Exercise data below:
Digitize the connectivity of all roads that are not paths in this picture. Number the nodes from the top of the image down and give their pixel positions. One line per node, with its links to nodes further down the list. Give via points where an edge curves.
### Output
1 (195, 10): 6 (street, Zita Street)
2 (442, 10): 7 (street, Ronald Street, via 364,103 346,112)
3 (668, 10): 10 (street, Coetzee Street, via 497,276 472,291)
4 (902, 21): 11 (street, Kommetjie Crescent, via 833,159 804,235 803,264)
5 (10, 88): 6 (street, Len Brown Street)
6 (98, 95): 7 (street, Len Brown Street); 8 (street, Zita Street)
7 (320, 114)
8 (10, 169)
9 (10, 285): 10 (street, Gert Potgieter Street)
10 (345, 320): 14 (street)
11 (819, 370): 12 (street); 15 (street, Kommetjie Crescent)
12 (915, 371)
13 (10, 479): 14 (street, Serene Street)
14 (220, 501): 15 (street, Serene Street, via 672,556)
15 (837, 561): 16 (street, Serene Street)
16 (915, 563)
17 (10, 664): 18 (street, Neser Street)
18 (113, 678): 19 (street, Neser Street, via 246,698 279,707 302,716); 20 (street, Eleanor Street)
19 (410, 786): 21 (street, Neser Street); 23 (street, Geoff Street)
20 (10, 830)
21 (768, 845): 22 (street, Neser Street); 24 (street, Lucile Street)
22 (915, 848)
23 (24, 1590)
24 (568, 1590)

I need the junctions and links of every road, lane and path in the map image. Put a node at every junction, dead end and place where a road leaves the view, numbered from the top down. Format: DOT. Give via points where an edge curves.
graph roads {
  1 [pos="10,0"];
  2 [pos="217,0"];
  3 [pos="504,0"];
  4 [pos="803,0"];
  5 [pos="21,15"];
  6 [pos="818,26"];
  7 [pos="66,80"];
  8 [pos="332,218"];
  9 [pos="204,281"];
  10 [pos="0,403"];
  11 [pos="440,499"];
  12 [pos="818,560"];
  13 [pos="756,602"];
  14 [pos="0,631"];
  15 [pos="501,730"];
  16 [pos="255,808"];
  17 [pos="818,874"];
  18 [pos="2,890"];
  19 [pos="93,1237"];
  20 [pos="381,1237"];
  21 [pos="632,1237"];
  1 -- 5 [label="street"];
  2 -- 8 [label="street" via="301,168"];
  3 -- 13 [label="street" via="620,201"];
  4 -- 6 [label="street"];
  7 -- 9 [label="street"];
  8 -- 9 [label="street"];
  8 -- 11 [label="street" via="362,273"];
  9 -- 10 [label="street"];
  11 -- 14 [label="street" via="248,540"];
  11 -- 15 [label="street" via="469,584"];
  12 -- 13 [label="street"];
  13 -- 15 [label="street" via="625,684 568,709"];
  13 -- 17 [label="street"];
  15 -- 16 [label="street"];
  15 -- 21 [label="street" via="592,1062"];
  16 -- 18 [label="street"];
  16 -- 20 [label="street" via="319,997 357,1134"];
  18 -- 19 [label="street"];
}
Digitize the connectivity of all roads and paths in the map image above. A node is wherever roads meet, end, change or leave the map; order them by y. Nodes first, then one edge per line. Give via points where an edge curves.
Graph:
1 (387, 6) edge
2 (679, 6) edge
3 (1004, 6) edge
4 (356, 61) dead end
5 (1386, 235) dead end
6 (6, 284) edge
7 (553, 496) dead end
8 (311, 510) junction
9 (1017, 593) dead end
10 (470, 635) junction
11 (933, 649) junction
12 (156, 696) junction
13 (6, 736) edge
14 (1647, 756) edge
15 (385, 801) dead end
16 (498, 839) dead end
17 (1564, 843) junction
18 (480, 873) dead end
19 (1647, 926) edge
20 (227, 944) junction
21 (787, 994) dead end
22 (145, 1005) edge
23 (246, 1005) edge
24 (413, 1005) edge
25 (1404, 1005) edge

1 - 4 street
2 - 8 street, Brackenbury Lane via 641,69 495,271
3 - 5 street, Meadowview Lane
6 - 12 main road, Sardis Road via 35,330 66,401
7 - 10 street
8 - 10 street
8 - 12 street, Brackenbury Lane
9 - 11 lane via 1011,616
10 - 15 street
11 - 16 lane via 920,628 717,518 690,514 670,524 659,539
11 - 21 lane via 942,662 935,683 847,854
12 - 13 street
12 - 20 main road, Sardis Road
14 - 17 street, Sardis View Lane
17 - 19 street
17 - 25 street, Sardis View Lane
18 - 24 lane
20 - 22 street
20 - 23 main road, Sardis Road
End of Exercise data.
Prompt:
Transcribe the listing. Every line must match exactly.

Solution:
Digitize the connectivity of all roads that are not paths in this picture. Number the nodes from the top of the image down and give their pixel positions. One line per node, with its links to nodes further down the list. Give via points where an edge curves.
### Output
1 (195, 10): 6 (street, Zita Street)
2 (442, 10): 7 (street, Ronald Street, via 364,103 346,112)
3 (668, 10): 10 (street, Coetzee Street, via 497,276 472,291)
4 (902, 21): 11 (street, Kommetjie Crescent, via 833,159 804,235 803,264)
5 (10, 88): 6 (street, Len Brown Street)
6 (98, 95): 7 (street, Len Brown Street); 8 (street, Zita Street)
7 (320, 114)
8 (10, 169)
9 (10, 285): 10 (street, Gert Potgieter Street)
10 (345, 320): 14 (street)
11 (819, 370): 12 (street); 15 (street, Kommetjie Crescent)
12 (915, 371)
13 (10, 479): 14 (street, Serene Street)
14 (220, 501): 15 (street, Serene Street, via 672,556)
15 (837, 561): 16 (street, Serene Street)
16 (915, 563)
17 (10, 664): 18 (street, Neser Street)
18 (113, 678): 19 (street, Neser Street, via 246,698 279,707 302,716); 20 (street, Eleanor Street)
19 (410, 786): 21 (street, Neser Street); 23 (street, Geoff Street)
20 (10, 830)
21 (768, 845): 22 (street, Neser Street); 24 (street, Lucile Street)
22 (915, 848)
23 (24, 1590)
24 (568, 1590)

I need the junctions and links of every road, lane and path in the map image. Put a node at every junction, dead end and place where a road leaves the view, numbered from the top down. Format: DOT. Give via points where an edge curves.
graph roads {
  1 [pos="10,0"];
  2 [pos="217,0"];
  3 [pos="504,0"];
  4 [pos="803,0"];
  5 [pos="21,15"];
  6 [pos="818,26"];
  7 [pos="66,80"];
  8 [pos="332,218"];
  9 [pos="204,281"];
  10 [pos="0,403"];
  11 [pos="440,499"];
  12 [pos="818,560"];
  13 [pos="756,602"];
  14 [pos="0,631"];
  15 [pos="501,730"];
  16 [pos="255,808"];
  17 [pos="818,874"];
  18 [pos="2,890"];
  19 [pos="93,1237"];
  20 [pos="381,1237"];
  21 [pos="632,1237"];
  1 -- 5 [label="street"];
  2 -- 8 [label="street" via="301,168"];
  3 -- 13 [label="street" via="620,201"];
  4 -- 6 [label="street"];
  7 -- 9 [label="street"];
  8 -- 9 [label="street"];
  8 -- 11 [label="street" via="362,273"];
  9 -- 10 [label="street"];
  11 -- 14 [label="street" via="248,540"];
  11 -- 15 [label="street" via="469,584"];
  12 -- 13 [label="street"];
  13 -- 15 [label="street" via="625,684 568,709"];
  13 -- 17 [label="street"];
  15 -- 16 [label="street"];
  15 -- 21 [label="street" via="592,1062"];
  16 -- 18 [label="street"];
  16 -- 20 [label="street" via="319,997 357,1134"];
  18 -- 19 [label="street"];
}
Digitize the connectivity of all roads and paths in the map image above. A node is wherever roads meet, end, change or leave the map; order them by y. Nodes first, then one edge per line. Give via points where an edge curves.
Graph:
1 (387, 6) edge
2 (679, 6) edge
3 (1004, 6) edge
4 (356, 61) dead end
5 (1386, 235) dead end
6 (6, 284) edge
7 (553, 496) dead end
8 (311, 510) junction
9 (1017, 593) dead end
10 (470, 635) junction
11 (933, 649) junction
12 (156, 696) junction
13 (6, 736) edge
14 (1647, 756) edge
15 (385, 801) dead end
16 (498, 839) dead end
17 (1564, 843) junction
18 (480, 873) dead end
19 (1647, 926) edge
20 (227, 944) junction
21 (787, 994) dead end
22 (145, 1005) edge
23 (246, 1005) edge
24 (413, 1005) edge
25 (1404, 1005) edge

1 - 4 street
2 - 8 street, Brackenbury Lane via 641,69 495,271
3 - 5 street, Meadowview Lane
6 - 12 main road, Sardis Road via 35,330 66,401
7 - 10 street
8 - 10 street
8 - 12 street, Brackenbury Lane
9 - 11 lane via 1011,616
10 - 15 street
11 - 16 lane via 920,628 717,518 690,514 670,524 659,539
11 - 21 lane via 942,662 935,683 847,854
12 - 13 street
12 - 20 main road, Sardis Road
14 - 17 street, Sardis View Lane
17 - 19 street
17 - 25 street, Sardis View Lane
18 - 24 lane
20 - 22 street
20 - 23 main road, Sardis Road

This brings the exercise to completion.